In reality, Judge Greene had flexibility in deciding whether the restriction in Stanford would be characterized as a reasonable effort to achieve a valid government aim or as a clumsy, overbroad attempt to extend the hand of government too far. A major factor in his decision to take the latter course was the weight he gave to scientific values and the views of the scientific community.

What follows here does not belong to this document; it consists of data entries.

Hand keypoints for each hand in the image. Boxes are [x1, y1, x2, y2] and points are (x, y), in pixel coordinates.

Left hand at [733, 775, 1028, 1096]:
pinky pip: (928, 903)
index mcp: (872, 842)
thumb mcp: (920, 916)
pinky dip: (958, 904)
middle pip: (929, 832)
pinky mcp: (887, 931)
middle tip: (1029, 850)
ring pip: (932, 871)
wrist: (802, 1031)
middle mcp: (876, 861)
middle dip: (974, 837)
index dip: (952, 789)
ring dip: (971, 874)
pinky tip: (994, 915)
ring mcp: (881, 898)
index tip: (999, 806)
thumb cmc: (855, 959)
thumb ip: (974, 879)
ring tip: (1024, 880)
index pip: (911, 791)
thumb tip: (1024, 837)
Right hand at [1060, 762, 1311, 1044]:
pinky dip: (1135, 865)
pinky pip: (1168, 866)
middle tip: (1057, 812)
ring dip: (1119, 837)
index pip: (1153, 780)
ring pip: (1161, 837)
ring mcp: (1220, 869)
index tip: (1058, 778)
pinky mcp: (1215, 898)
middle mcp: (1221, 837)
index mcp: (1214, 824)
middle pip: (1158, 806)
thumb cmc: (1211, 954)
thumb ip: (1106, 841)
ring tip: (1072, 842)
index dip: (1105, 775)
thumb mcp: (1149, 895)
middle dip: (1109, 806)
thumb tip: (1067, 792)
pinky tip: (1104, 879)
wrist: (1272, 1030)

He stressed, for example, that it was troubling to have a “non-scientist contracting officer” tell “Stanford University, a premier academic institution, engaged in significant scientific and medical research” what constituted “unvalidated findings.”141 He noted that even “in the Soviet Union, where Joseph Stalin at one time decided what could be published and by whom, the dead hand of government control of scientific research and publication is apparently no more.”142
It would be a mistake to conclude that the government cannot attach any strings to research projects it funds. It can, after all, attach the biggest string of all—it dictates what sort of research the money is to be used for. But the Stanford case shows that in this area of constitutional law, as in others, the science community fares rather well indeed.
Thus government funding plays a central role in the constitutional framework that shapes American science. But precisely how funding decisions are made is not resolved by the Constitution. We must turn to the statutory controls on scientific research to understand that crucial question.